2

I try to run pgadmin3 as user postgres and I get following error:

No protocol specified
Error: Unable to initialize gtk, is DISPLAY set properly?

Command pgadmin3 runs well under pavel (my main user account).

The answers of a question on this suggested either some server connection magic (not my case - I try to run it on localhost), or setting DISPLAY variable. I checked it through printenv both under pavel and postgres, and it's :0 for both. I used the trick to find which processes have DISPLAY variable set under both users. For pavel, there's very long list with the DISPLAY values :0 (for most processes, including pgadmin) or :0.0 (for some). But for postgres, there are just three or four processes in the list.

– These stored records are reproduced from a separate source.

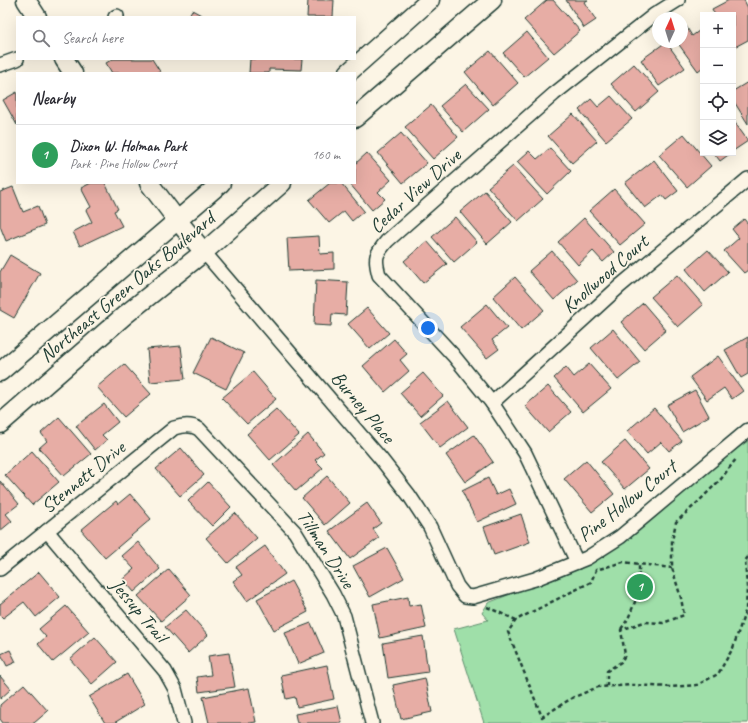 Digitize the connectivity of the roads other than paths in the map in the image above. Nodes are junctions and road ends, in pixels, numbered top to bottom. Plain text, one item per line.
1 (26, 0) edge
2 (430, 0) edge
3 (492, 0) edge
4 (678, 0) edge
5 (36, 16) edge
6 (16, 59) edge
7 (65, 60) edge
8 (0, 65) edge
9 (72, 72) edge
10 (349, 72) edge
11 (356, 117) edge
12 (748, 179) edge
13 (150, 184) edge
14 (220, 184) edge
15 (281, 184) edge
16 (177, 220) junction
17 (204, 252) junction
18 (0, 372) edge
19 (492, 403) junction
20 (0, 424) edge
21 (195, 426) joint
22 (748, 430) edge
23 (47, 531) junction
24 (577, 562) junction
25 (0, 570) edge
26 (477, 600) joint
27 (184, 723) edge
28 (372, 723) edge

1 - 5 main road
2 - 10 main road
3 - 11 main road
4 - 19 street, Cedar View Drive
6 - 8 street
7 - 9 main road
12 - 19 street, Knollwood Court
13 - 16 main road
14 - 16 main road, Northeast Green Oaks Boulevard
15 - 17 main road, Northeast Green Oaks Boulevard
16 - 17 main road
16 - 18 main road, Northeast Green Oaks Boulevard
17 - 20 main road, Northeast Green Oaks Boulevard
17 - 26 street, Burney Place
19 - 24 street, Cedar View Drive
21 - 23 street, Stennett Drive
21 - 28 street, Tillman Drive
22 - 24 street, Pine Hollow Court
23 - 25 street, Stennett Drive
23 - 27 street, Jessup Trail
24 - 26 street, Pine Hollow Court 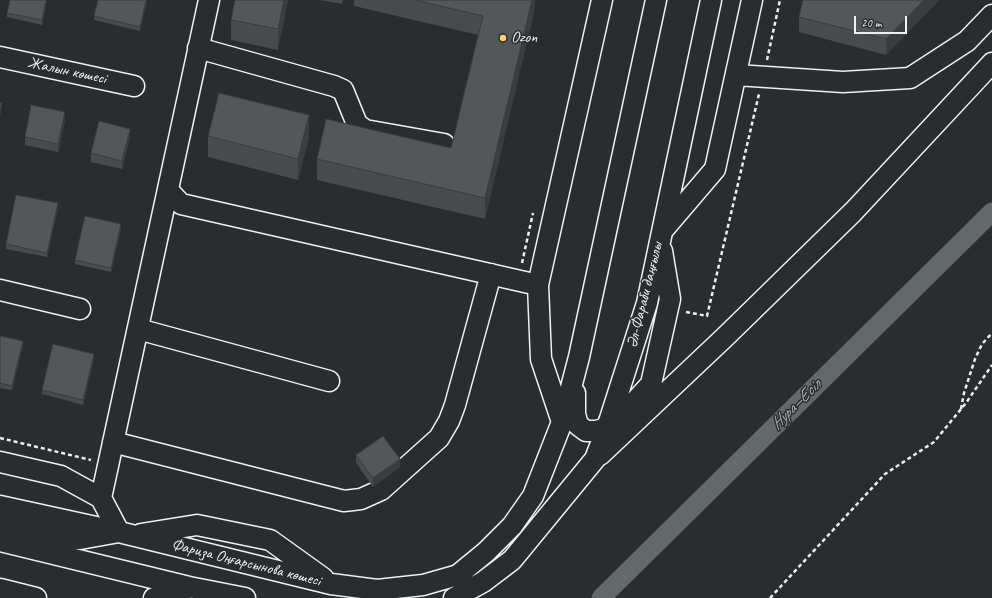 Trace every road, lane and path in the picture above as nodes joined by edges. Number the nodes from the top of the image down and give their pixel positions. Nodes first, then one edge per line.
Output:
1 (209, 0) edge
2 (656, 0) edge
3 (711, 0) edge
4 (752, 0) edge
5 (780, 0) edge
6 (596, 1) edge
7 (992, 15) edge
8 (198, 48) junction
9 (0, 57) edge
10 (992, 63) edge
11 (736, 74) junction
12 (763, 77) junction
13 (134, 86) dead end
14 (444, 144) dead end
15 (168, 190) junction
16 (660, 236) junction
17 (491, 274) junction
18 (538, 286) junction
19 (0, 290) edge
20 (80, 309) dead end
21 (668, 309) junction
22 (138, 329) junction
23 (992, 333) edge
24 (578, 357) junction
25 (992, 365) edge
26 (329, 381) dead end
27 (961, 410) junction
28 (562, 422) junction
29 (608, 425) junction
30 (0, 438) edge
31 (113, 442) junction
32 (595, 459) junction
33 (0, 462) edge
34 (109, 464) junction
35 (101, 498) junction
36 (0, 506) edge
37 (0, 523) edge
38 (126, 534) junction
39 (0, 541) edge
40 (331, 584) junction
41 (189, 587) junction
42 (0, 589) edge
43 (36, 598) edge
44 (154, 598) edge
45 (245, 598) edge
46 (454, 598) edge
47 (770, 598) edge

1 - 8 street
2 - 24 street
3 - 16 street, Әл-Фараби даңғылы
4 - 11 street
5 - 12 path
6 - 18 street
7 - 12 street
8 - 14 street
8 - 15 street
9 - 13 street, Жалын көшесі
10 - 32 street
11 - 12 street
11 - 16 street
12 - 21 path
15 - 17 street
15 - 22 street
16 - 21 street
16 - 29 street, Әл-Фараби даңғылы
17 - 18 street
17 - 31 street
18 - 28 street
19 - 20 street
21 - 29 street
22 - 26 street
22 - 31 street
23 - 27 path
24 - 28 street
24 - 29 street
25 - 27 path
27 - 47 path
28 - 40 street, Фариза Оңғарсынова көшесі
29 - 32 street, Әл-Фараби даңғылы
30 - 34 path
31 - 34 street
32 - 46 street, Әл-Фараби даңғылы
33 - 35 street
34 - 35 street
35 - 38 street
36 - 38 street, Фариза Оңғарсынова көшесі
37 - 38 street
38 - 40 street, Фариза Оңғарсынова көшесі
38 - 40 street
39 - 41 street
41 - 44 street
41 - 45 street
42 - 43 street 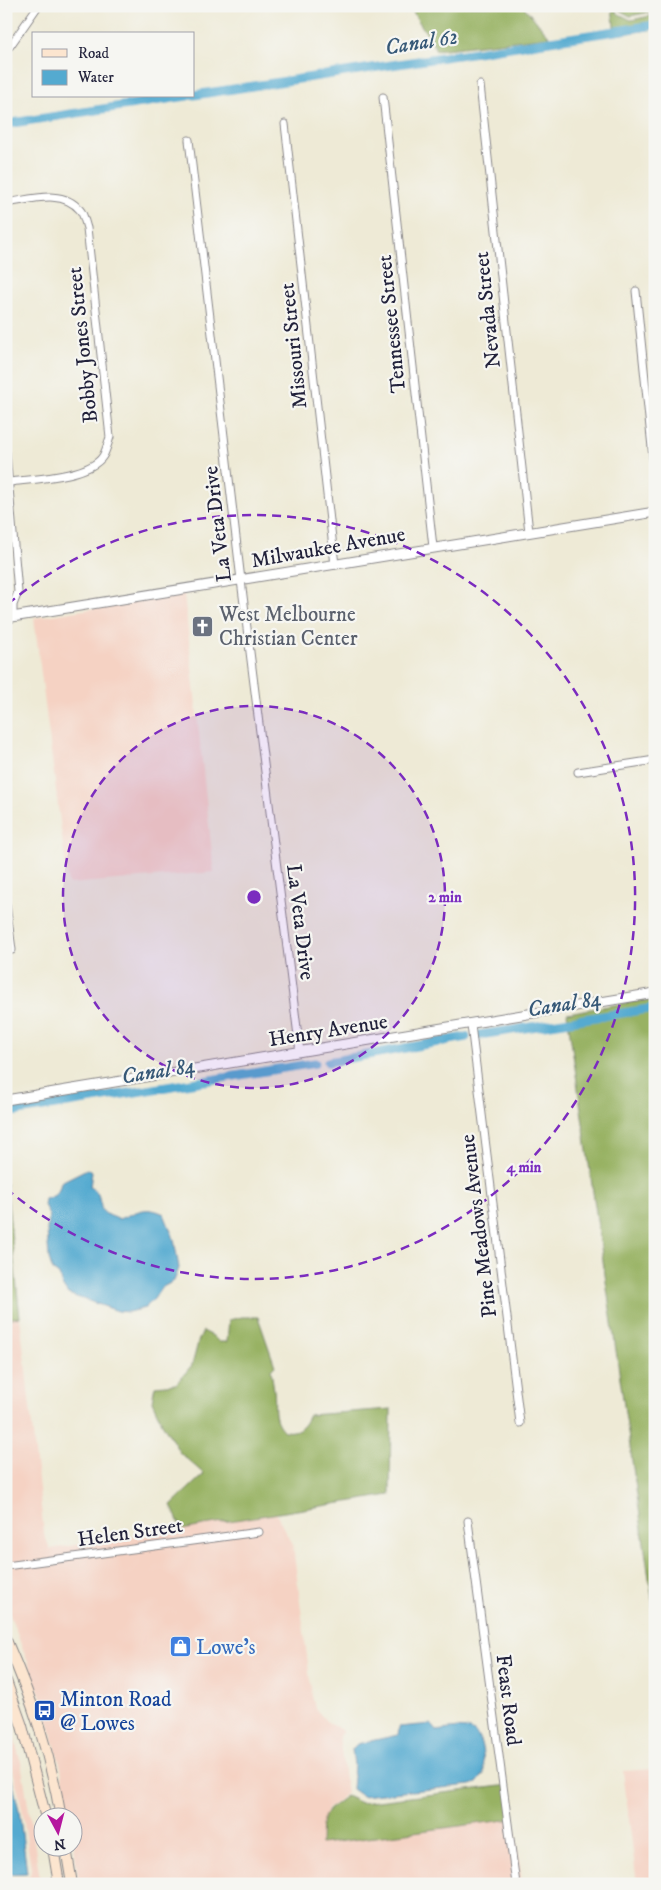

Here's where I'm stuck: how to set an environment variable (DISPLAY, in this case) for a process? Or better, for application/user combination, so that the process would see the DISPLAY setting from the very start. I already tried to hardcode DISPLAY in ETC/ENVIRONMENT, but nothing changed - it affects the DISPLAY value where it is set (for users and processes), but not its visibility for processes run by the users.

4
  • Does this work for you? env DISPLAY=:0 pgadmin3
    – MadMike
    Oct 30, 2014 at 8:11
  • @MadMike: no, still the same error.
    – Pavel V.
    Oct 30, 2014 at 8:37
  • Maybe this answer works for you? askubuntu.com/a/28572/75166
    – MadMike
    Oct 30, 2014 at 8:40
  • @MadMike: No protocol specified. xhost: unable to open ":0" - so no luck. I will try to search more and focus on the "no protocol specified" part - this wasn't included in the questions/answers I already inspected.
    – Pavel V.
    Oct 30, 2014 at 8:47

1 Answer 1

3

It sounds like you sudo'd to the postgres user then tried to run Pgadmin from there.

Don't do that.

Run PgAdmin as your regular user, without sudo. You might need to create yourself a user account on the DB and/or edit pg_hba.conf to allow connections first, but once that's done you can use PgAdmin.

2
  • I've read somewhere that it's not recommended to assign postgres (superuser) a password under Linux, from security reasons. Was this a good advice, or not? If it was, then how to use pgadmin as postgres? Creating another superuser account with password?
    – Pavel V.
    Oct 30, 2014 at 15:56
  • 1
    @PavelV. I think that's a bit silly, personally. There's little meaningful difference between peer over a unix socket and using md5 on connections restricted to localhost; if anything it's stronger since you need the password not just the correct login account. But you can use peer if you want; just add a pg_ident.conf entry allowing your username to log in as the postgres superuser. Personally: I'd just set a password on user postgres and tweak pg_hba.conf to allow md5 logins. (Then again, I don't use PgAdmin so none of this applies to me normally). Oct 30, 2014 at 21:48

You must log in to answer this question.

Not the answer you're looking for? Browse other questions tagged .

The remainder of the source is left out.